In this lawsuit, plaintiff claims that the defendants have failed to comply with state law regarding the production of public records. However, that claim implicates no federal constitutional or statutory rights and, therefore, he has no right to proceed on that claim under 42 U.S.C. § 1983. Williams v. Kreider, Civil Action No. 91-4180, 1992 WL 245914, at *3 (E.D. La. Sept. 24, 1992) (Feldman, J.) (inmate's claim that an official violated the Louisiana Public Records Law is based solely in state law and presents no federal constitutional violation cognizable pursuant to § 1983), aff'd, 996 F.2d 306 (5th Cir. 1993). The undersigned has found no law in this Circuit which would elevate state law public records disputes to ones of constitutional dimension. Further, to do so would result in the federal courts becoming embroiled in every such dispute involving prisoners on "fishing expeditions" for documents to use in connection with post-conviction or other such proceedings. Such state law disputes are better and more appropriately left to the state courts.

RECOMMENDATION

It is therefore RECOMMENDED that plaintiff's federal civil rights complaint be DISMISSED WITH PREJUDICE pursuant to 28 U.S.C. §§ 1915(e)(2)(B) and 1915A(b)(1).
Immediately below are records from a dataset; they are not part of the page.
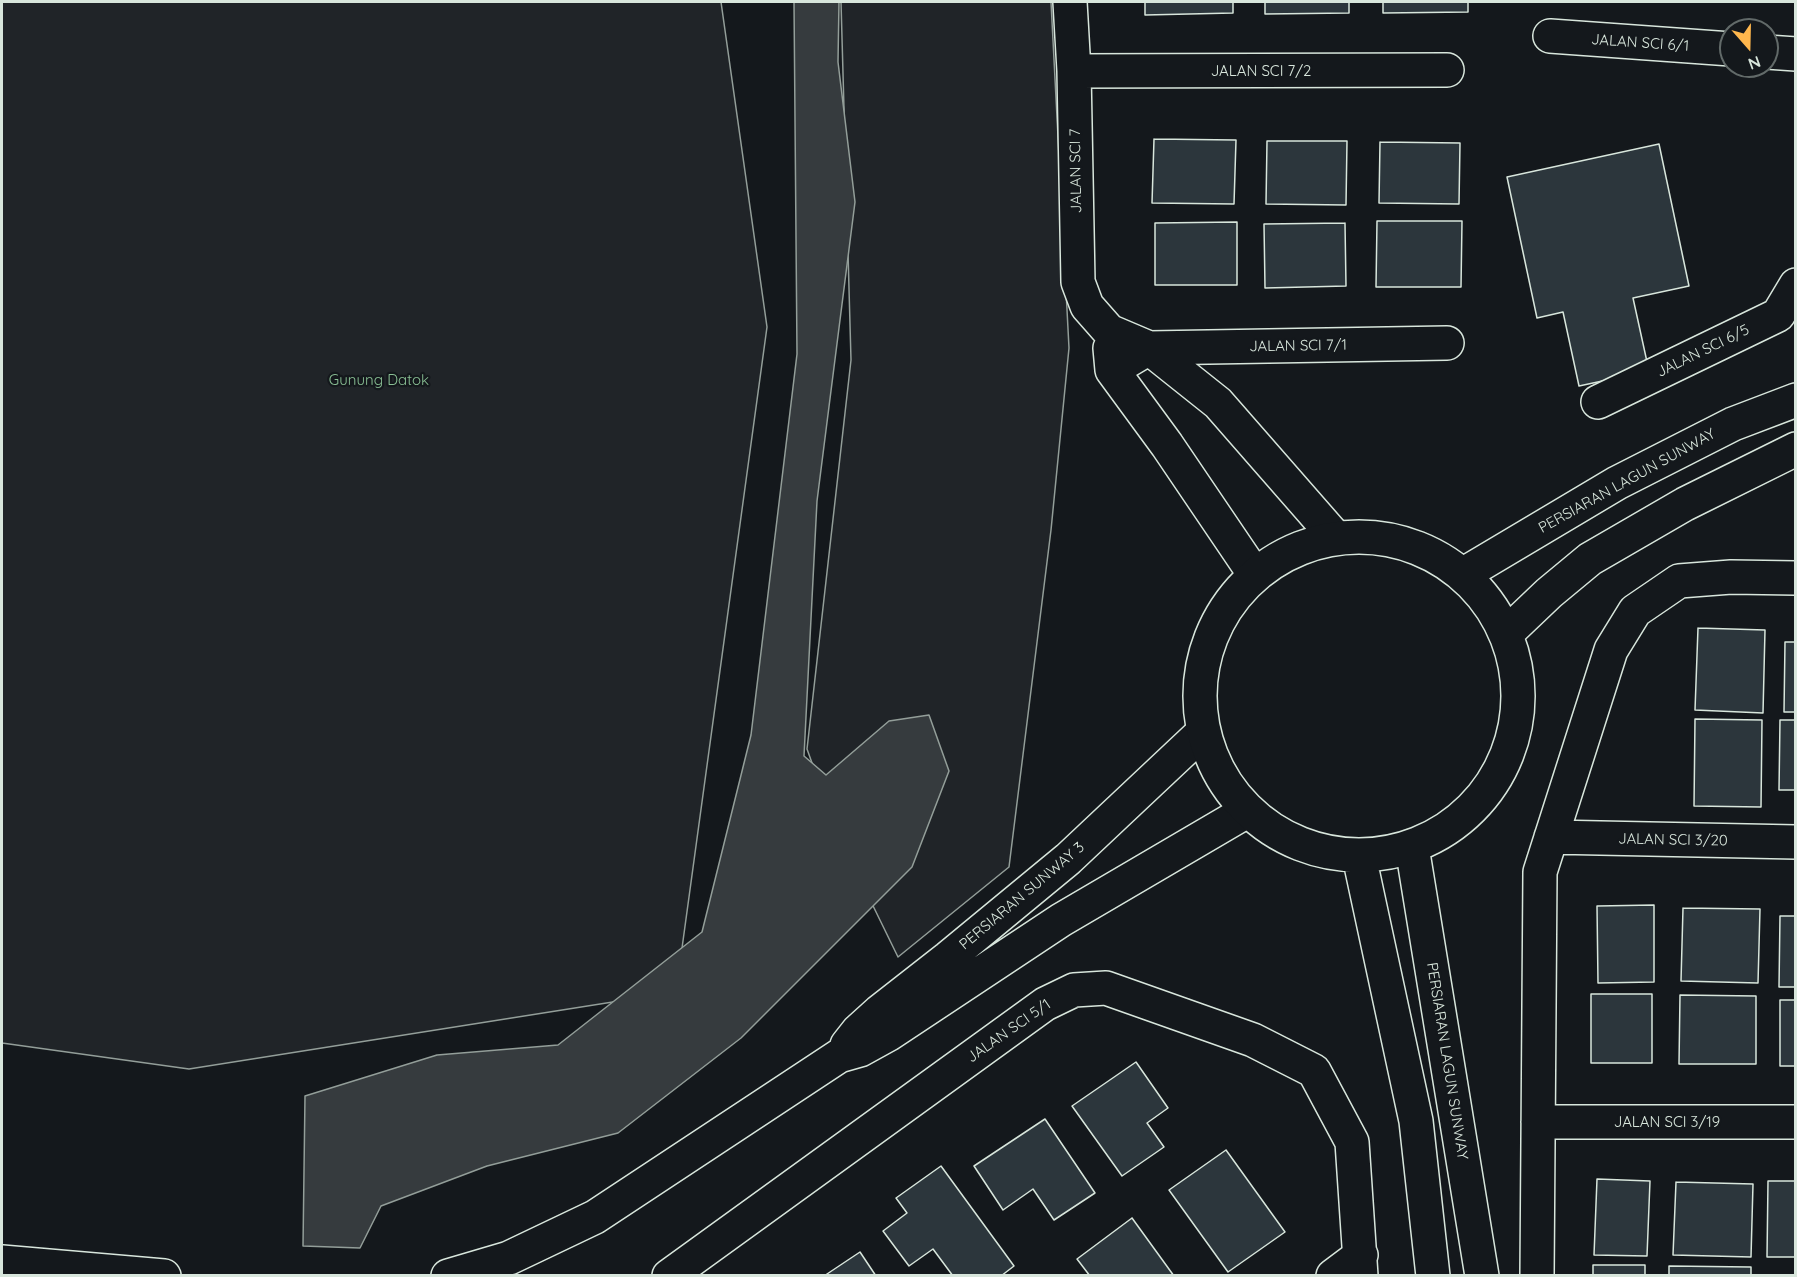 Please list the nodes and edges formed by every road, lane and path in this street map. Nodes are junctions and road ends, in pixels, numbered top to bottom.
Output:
1 (1070, 2) edge
2 (1550, 36) dead end
3 (1719, 48) edge
4 (1779, 53) edge
5 (1796, 54) edge
6 (1447, 70) dead end
7 (1074, 71) junction
8 (1796, 285) edge
9 (1108, 331) junction
10 (1447, 343) dead end
11 (1149, 348) junction
12 (1112, 370) junction
13 (1796, 400) edge
14 (1598, 402) dead end
15 (1796, 449) edge
16 (1336, 538) junction
17 (1464, 574) junction
18 (1255, 575) junction
19 (1796, 578) edge
20 (1507, 633) junction
21 (1203, 732) junction
22 (1247, 810) junction
23 (1551, 837) junction
24 (1796, 842) edge
25 (1412, 847) junction
26 (1359, 856) junction
27 (1068, 859) junction
28 (1100, 898) junction
29 (838, 1056) junction
30 (1538, 1122) junction
31 (1796, 1122) edge
32 (2, 1262) edge
33 (1361, 1265) edge
34 (164, 1275) edge
35 (448, 1275) edge
36 (669, 1275) edge
37 (1333, 1275) edge
38 (1432, 1275) edge
39 (1482, 1275) edge
40 (1537, 1275) edge

1 - 7 street, JALAN SCI 7
2 - 3 street, JALAN SCI 6/1
4 - 5 street
6 - 7 street, JALAN SCI 7/2
7 - 9 street, JALAN SCI 7
8 - 14 street, JALAN SCI 6/5
9 - 11 street
9 - 12 street
10 - 11 street, JALAN SCI 7/1
11 - 12 street
11 - 16 street
12 - 18 street
13 - 17 street, PERSIARAN LAGUN SUNWAY
15 - 20 street
16 - 17 street
16 - 18 street
17 - 20 street
18 - 21 street
19 - 23 street
20 - 25 street
21 - 22 street
21 - 27 street, PERSIARAN SUNWAY 3
22 - 26 street
22 - 28 street, PERSIARAN SUNWAY 3
23 - 24 street, JALAN SCI 3/20
23 - 30 street
25 - 26 street
25 - 39 street, PERSIARAN LAGUN SUNWAY
26 - 38 street
27 - 28 street
27 - 29 street, PERSIARAN SUNWAY 3
28 - 29 street, PERSIARAN SUNWAY 3
29 - 35 street, PERSIARAN SUNWAY 3
30 - 31 street, JALAN SCI 3/19
30 - 40 street
32 - 34 street
33 - 36 street, JALAN SCI 5/1
33 - 37 street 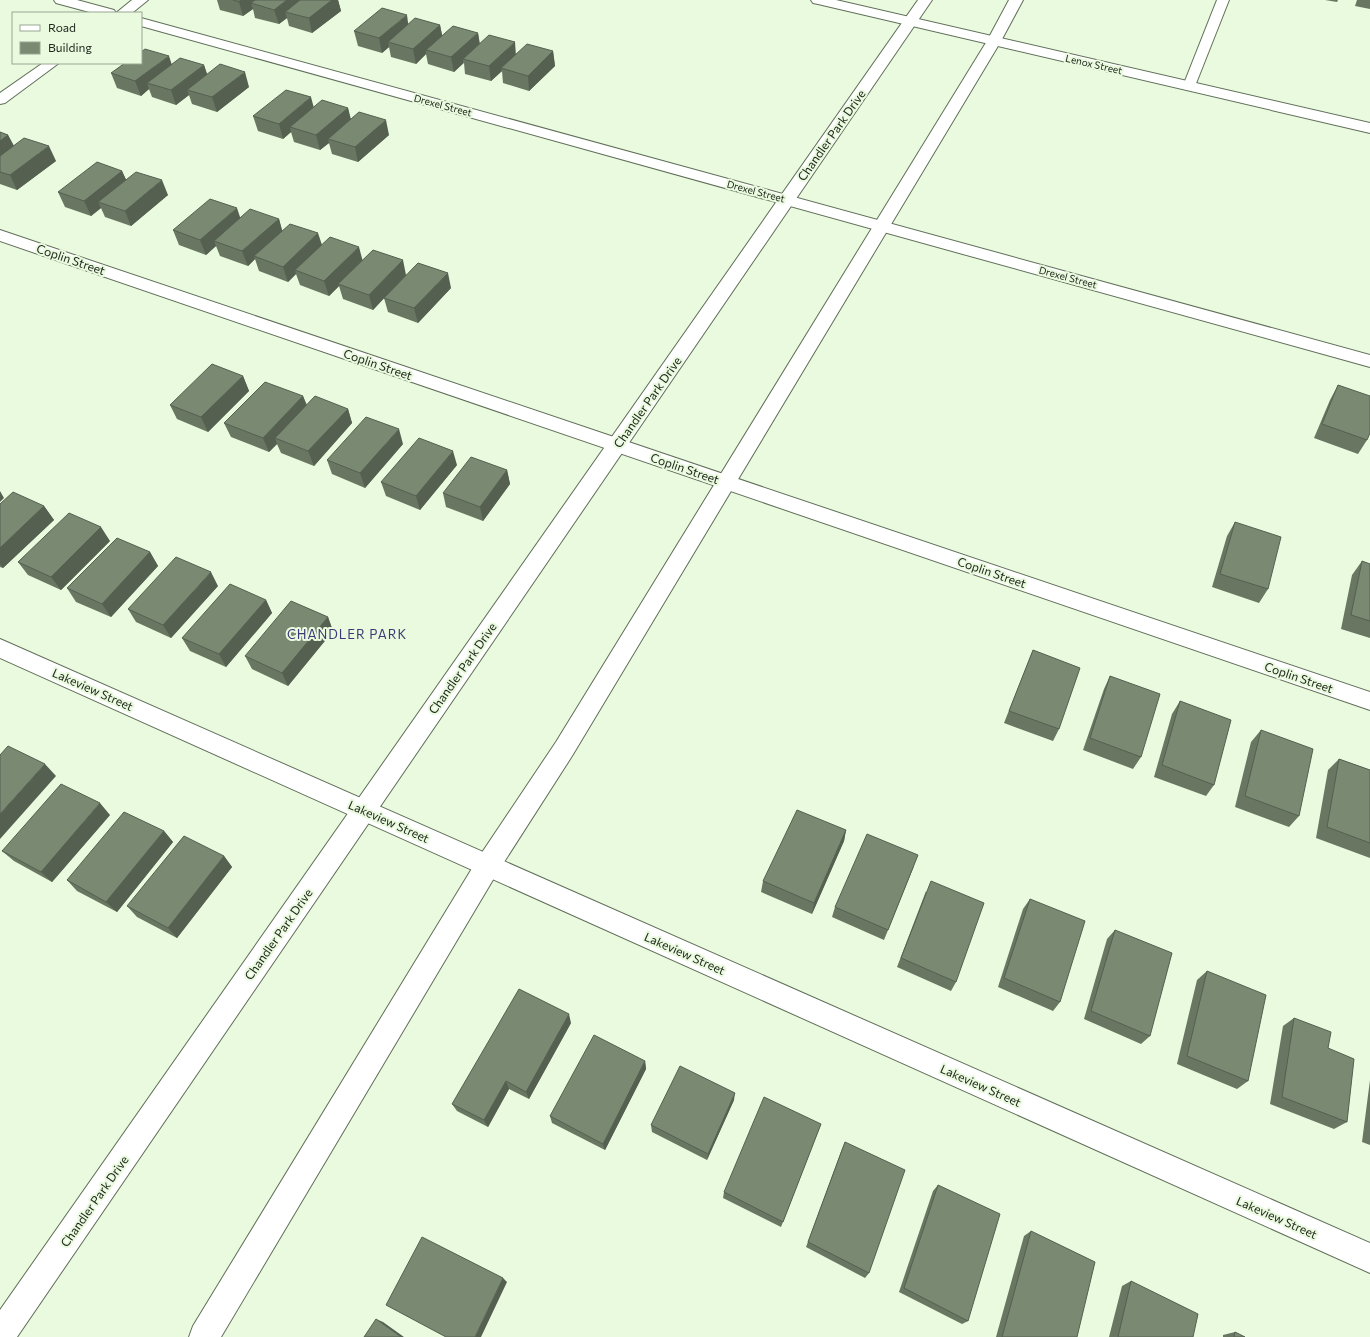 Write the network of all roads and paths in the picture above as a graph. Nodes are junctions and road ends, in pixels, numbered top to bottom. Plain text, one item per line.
1 (62, 0) edge
2 (141, 0) edge
3 (818, 0) edge
4 (925, 0) edge
5 (1016, 0) edge
6 (1223, 0) edge
7 (105, 12) edge
8 (124, 12) edge
9 (910, 21) junction
10 (142, 22) edge
11 (994, 41) junction
12 (51, 64) edge
13 (1189, 86) junction
14 (0, 100) edge
15 (1370, 128) edge
16 (787, 200) junction
17 (882, 226) junction
18 (0, 235) edge
19 (1370, 360) edge
20 (616, 445) junction
21 (726, 482) junction
22 (0, 648) edge
23 (1370, 701) edge
24 (364, 810) junction
25 (488, 865) junction
26 (1370, 1258) edge
27 (0, 1336) edge
28 (204, 1337) edge

1 - 7 street
2 - 8 street
3 - 9 street, Lenox Street
4 - 9 street, Chandler Park Drive
5 - 11 street
6 - 13 lane
9 - 11 street, Lenox Street
9 - 16 street, Chandler Park Drive
10 - 16 street, Drexel Street
11 - 13 street, Lenox Street
11 - 17 street
12 - 14 street
13 - 15 street, Lenox Street
16 - 17 street, Drexel Street
16 - 20 street, Chandler Park Drive
17 - 19 street, Drexel Street
17 - 21 street
18 - 20 street, Coplin Street
20 - 21 street, Coplin Street
20 - 24 street, Chandler Park Drive
21 - 23 street, Coplin Street
21 - 25 street
22 - 24 street, Lakeview Street
24 - 25 street, Lakeview Street
24 - 27 street, Chandler Park Drive
25 - 26 street, Lakeview Street
25 - 28 street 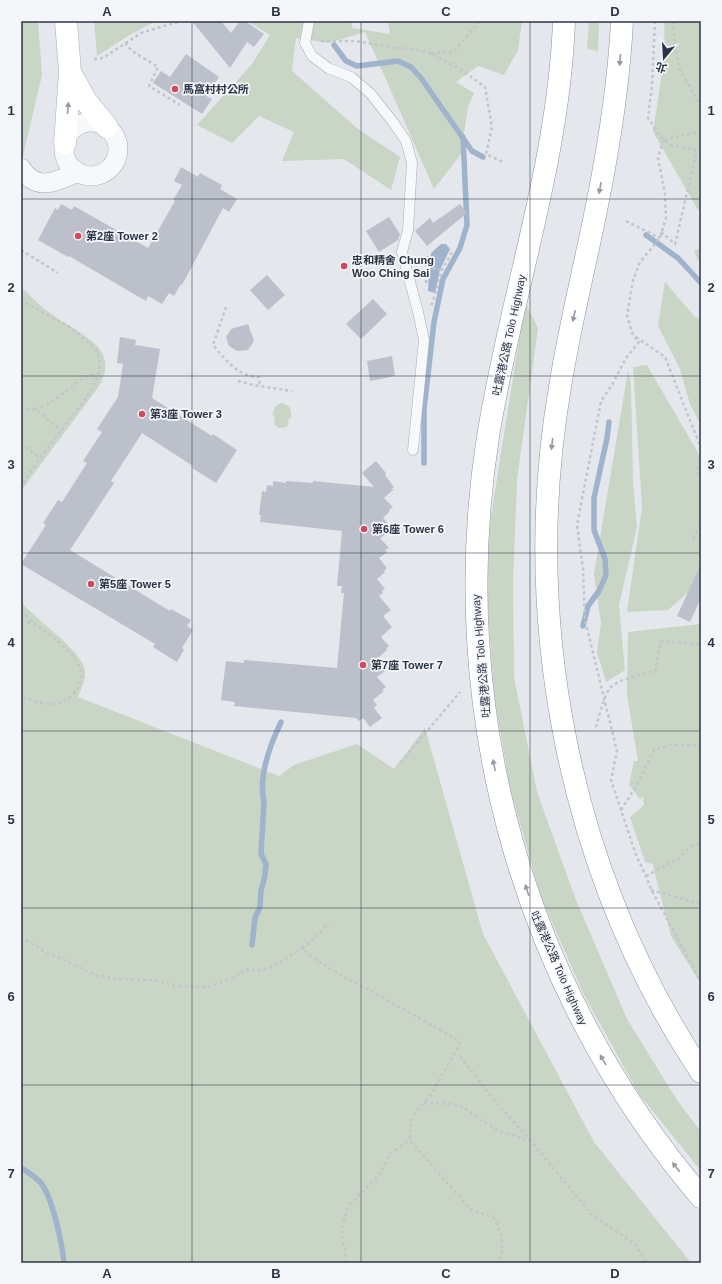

A party's failure to file written objections to the proposed findings, conclusions, and recommendation in a magistrate judge's report and recommendation within ten (10) days after being served with a copy shall bar that party, except upon grounds of plain error, from attacking on appeal the unobjected-to proposed factual findings and legal conclusions accepted by the district court, provided that the party has been served with notice that such consequences will result from a failure to object. Douglass v. United Services Auto. Ass'n, 79 F.3d 1415, 1430 (5th Cir. 1996) (en banc).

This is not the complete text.